WORK REQUIRED: Retype the data below exactly; skip every image.
··········
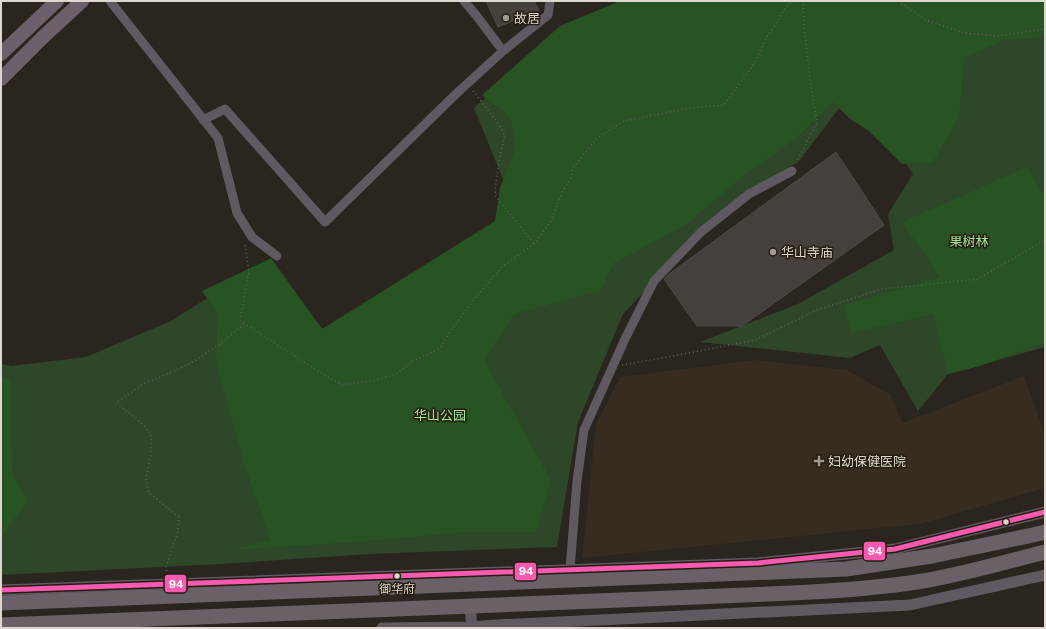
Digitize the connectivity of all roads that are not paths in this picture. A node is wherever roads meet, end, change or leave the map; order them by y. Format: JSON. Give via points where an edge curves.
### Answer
{"nodes":[{"id":1,"x":57,"y":1,"type":"edge"},
{"id":2,"x":82,"y":1,"type":"edge"},
{"id":3,"x":110,"y":1,"type":"edge"},
{"id":4,"x":464,"y":1,"type":"edge"},
{"id":5,"x":550,"y":1,"type":"edge"},
{"id":6,"x":21,"y":34,"type":"junction"},
{"id":7,"x":1,"y":41,"type":"edge"},
{"id":8,"x":503,"y":52,"type":"junction"},
{"id":9,"x":1,"y":54,"type":"edge"},
{"id":10,"x":1,"y":79,"type":"edge"},
{"id":11,"x":203,"y":120,"type":"junction"},
{"id":12,"x":792,"y":171,"type":"road end"},
{"id":13,"x":277,"y":256,"type":"dead end"},
{"id":14,"x":1045,"y":512,"type":"edge"},
{"id":15,"x":1045,"y":532,"type":"edge"},
{"id":16,"x":1045,"y":552,"type":"edge"},
{"id":17,"x":570,"y":569,"type":"junction"},
{"id":18,"x":1045,"y":575,"type":"edge"},
{"id":19,"x":1,"y":590,"type":"edge"},
{"id":20,"x":1,"y":603,"type":"edge"},
{"id":21,"x":496,"y":605,"type":"junction"},
{"id":22,"x":470,"y":606,"type":"junction"},
{"id":23,"x":1,"y":625,"type":"edge"},
{"id":24,"x":497,"y":626,"type":"edge"},
{"id":25,"x":382,"y":628,"type":"edge"},
{"id":26,"x":472,"y":628,"type":"edge"}],
"edges":[{"from":1,"to":6,"type":"main road"},
{"from":2,"to":10,"type":"main road"},
{"from":3,"to":11,"type":"street"},
{"from":4,"to":8,"type":"street"},
{"from":5,"to":8,"type":"street","via":[[548,15]]},
{"from":6,"to":7,"type":"main road"},
{"from":6,"to":9,"type":"main road"},
{"from":8,"to":11,"type":"street","via":[[325,222],[225,109]]},
{"from":11,"to":13,"type":"street","via":[[218,138],[237,214],[252,237]]},
{"from":12,"to":17,"type":"street","via":[[749,194],[701,232],[654,281],[584,430]]},
{"from":14,"to":17,"type":"street","via":[[895,549],[758,563]]},
{"from":15,"to":20,"type":"highway","via":[[932,556],[846,569]]},
{"from":16,"to":21,"type":"highway","via":[[923,581],[849,590]]},
{"from":17,"to":19,"type":"street"},
{"from":18,"to":24,"type":"street","via":[[910,605]]},
{"from":21,"to":22,"type":"highway"},
{"from":21,"to":24,"type":"street"},
{"from":22,"to":23,"type":"highway"},
{"from":22,"to":26,"type":"street"},
{"from":24,"to":26,"type":"street"},
{"from":25,"to":26,"type":"street"}]}
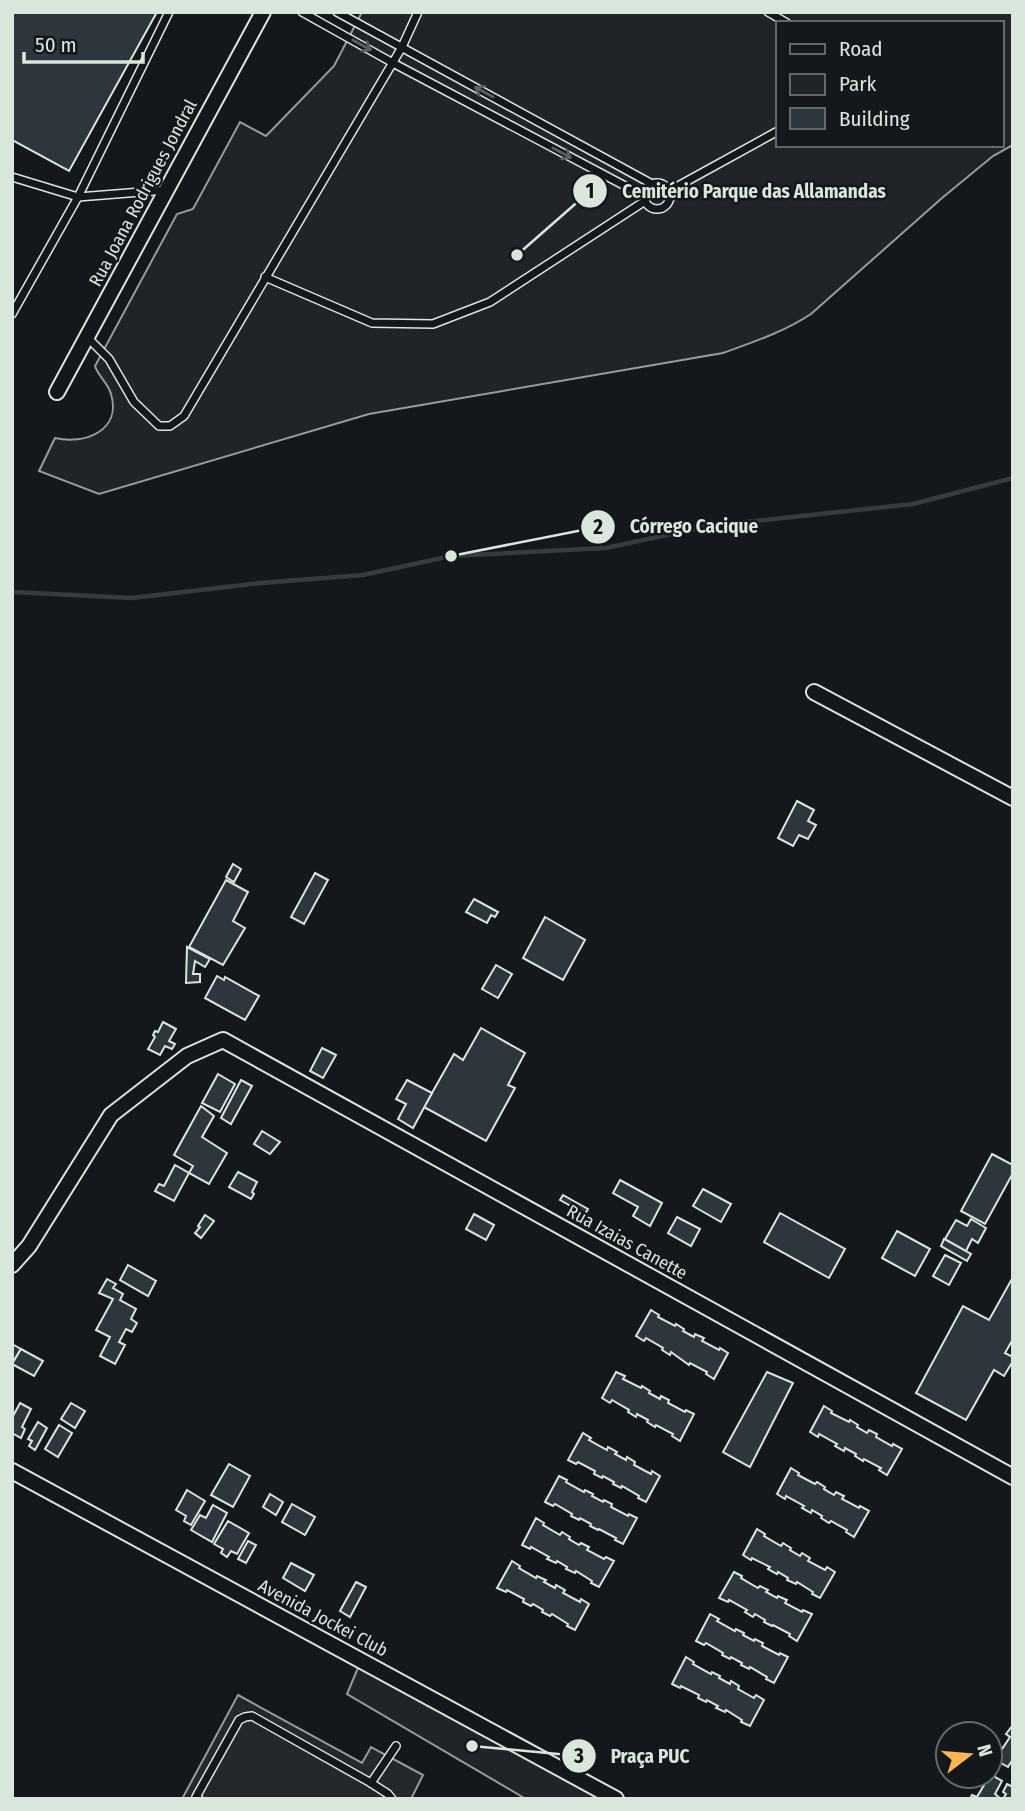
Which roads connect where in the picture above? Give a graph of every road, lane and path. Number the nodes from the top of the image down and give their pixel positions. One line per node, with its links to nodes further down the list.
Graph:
1 (169, 12): 15 (lane)
2 (263, 12): 13 (street, Rua Joana Rodrigues Jondral)
3 (302, 12): 9 (lane, one-way to 9)
4 (337, 12): 8 (lane)
5 (418, 12): 8 (lane)
6 (768, 12): 7 (lane)
7 (784, 21)
8 (402, 47): 9 (lane); 12 (lane, one-way to 8)
9 (393, 63): 16 (lane, one-way to 16); 17 (lane)
10 (776, 132): 14 (lane)
11 (12, 177): 15 (lane)
12 (652, 184): 14 (lane); 16 (lane)
13 (167, 190): 15 (lane); 19 (street, Rua Joana Rodrigues Jondral)
14 (669, 191): 16 (lane)
15 (79, 197): 18 (lane)
16 (644, 199): 17 (lane)
17 (265, 278): 19 (lane)
18 (12, 314)
19 (87, 337): 20 (street, Rua Joana Rodrigues Jondral)
20 (57, 392)
21 (814, 692): 22 (street)
22 (1013, 799)
23 (12, 1265): 25 (street, Rua Izaias Canette)
24 (12, 1471): 30 (street, Avenida Jockei Club)
25 (1013, 1477)
26 (396, 1746): 27 (lane)
27 (371, 1783): 28 (lane); 29 (lane)
28 (196, 1798)
29 (392, 1799)
30 (616, 1799)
··········
ANSWER TO THIS PROBLEM:
Digitize the connectivity of all roads that are not paths in this picture. A node is wherever roads meet, end, change or leave the map; order them by y. Format: JSON. Give via points where an edge curves.
### Answer
{"nodes":[{"id":1,"x":57,"y":1,"type":"edge"},
{"id":2,"x":82,"y":1,"type":"edge"},
{"id":3,"x":110,"y":1,"type":"edge"},
{"id":4,"x":464,"y":1,"type":"edge"},
{"id":5,"x":550,"y":1,"type":"edge"},
{"id":6,"x":21,"y":34,"type":"junction"},
{"id":7,"x":1,"y":41,"type":"edge"},
{"id":8,"x":503,"y":52,"type":"junction"},
{"id":9,"x":1,"y":54,"type":"edge"},
{"id":10,"x":1,"y":79,"type":"edge"},
{"id":11,"x":203,"y":120,"type":"junction"},
{"id":12,"x":792,"y":171,"type":"road end"},
{"id":13,"x":277,"y":256,"type":"dead end"},
{"id":14,"x":1045,"y":512,"type":"edge"},
{"id":15,"x":1045,"y":532,"type":"edge"},
{"id":16,"x":1045,"y":552,"type":"edge"},
{"id":17,"x":570,"y":569,"type":"junction"},
{"id":18,"x":1045,"y":575,"type":"edge"},
{"id":19,"x":1,"y":590,"type":"edge"},
{"id":20,"x":1,"y":603,"type":"edge"},
{"id":21,"x":496,"y":605,"type":"junction"},
{"id":22,"x":470,"y":606,"type":"junction"},
{"id":23,"x":1,"y":625,"type":"edge"},
{"id":24,"x":497,"y":626,"type":"edge"},
{"id":25,"x":382,"y":628,"type":"edge"},
{"id":26,"x":472,"y":628,"type":"edge"}],
"edges":[{"from":1,"to":6,"type":"main road"},
{"from":2,"to":10,"type":"main road"},
{"from":3,"to":11,"type":"street"},
{"from":4,"to":8,"type":"street"},
{"from":5,"to":8,"type":"street","via":[[548,15]]},
{"from":6,"to":7,"type":"main road"},
{"from":6,"to":9,"type":"main road"},
{"from":8,"to":11,"type":"street","via":[[325,222],[225,109]]},
{"from":11,"to":13,"type":"street","via":[[218,138],[237,214],[252,237]]},
{"from":12,"to":17,"type":"street","via":[[749,194],[701,232],[654,281],[584,430]]},
{"from":14,"to":17,"type":"street","via":[[895,549],[758,563]]},
{"from":15,"to":20,"type":"highway","via":[[932,556],[846,569]]},
{"from":16,"to":21,"type":"highway","via":[[923,581],[849,590]]},
{"from":17,"to":19,"type":"street"},
{"from":18,"to":24,"type":"street","via":[[910,605]]},
{"from":21,"to":22,"type":"highway"},
{"from":21,"to":24,"type":"street"},
{"from":22,"to":23,"type":"highway"},
{"from":22,"to":26,"type":"street"},
{"from":24,"to":26,"type":"street"},
{"from":25,"to":26,"type":"street"}]}
Which roads connect where in the picture above? Give a graph of every road, lane and path. Number the nodes from the top of the image down and give their pixel positions. One line per node, with its links to nodes further down the list.
Graph:
1 (169, 12): 15 (lane)
2 (263, 12): 13 (street, Rua Joana Rodrigues Jondral)
3 (302, 12): 9 (lane, one-way to 9)
4 (337, 12): 8 (lane)
5 (418, 12): 8 (lane)
6 (768, 12): 7 (lane)
7 (784, 21)
8 (402, 47): 9 (lane); 12 (lane, one-way to 8)
9 (393, 63): 16 (lane, one-way to 16); 17 (lane)
10 (776, 132): 14 (lane)
11 (12, 177): 15 (lane)
12 (652, 184): 14 (lane); 16 (lane)
13 (167, 190): 15 (lane); 19 (street, Rua Joana Rodrigues Jondral)
14 (669, 191): 16 (lane)
15 (79, 197): 18 (lane)
16 (644, 199): 17 (lane)
17 (265, 278): 19 (lane)
18 (12, 314)
19 (87, 337): 20 (street, Rua Joana Rodrigues Jondral)
20 (57, 392)
21 (814, 692): 22 (street)
22 (1013, 799)
23 (12, 1265): 25 (street, Rua Izaias Canette)
24 (12, 1471): 30 (street, Avenida Jockei Club)
25 (1013, 1477)
26 (396, 1746): 27 (lane)
27 (371, 1783): 28 (lane); 29 (lane)
28 (196, 1798)
29 (392, 1799)
30 (616, 1799)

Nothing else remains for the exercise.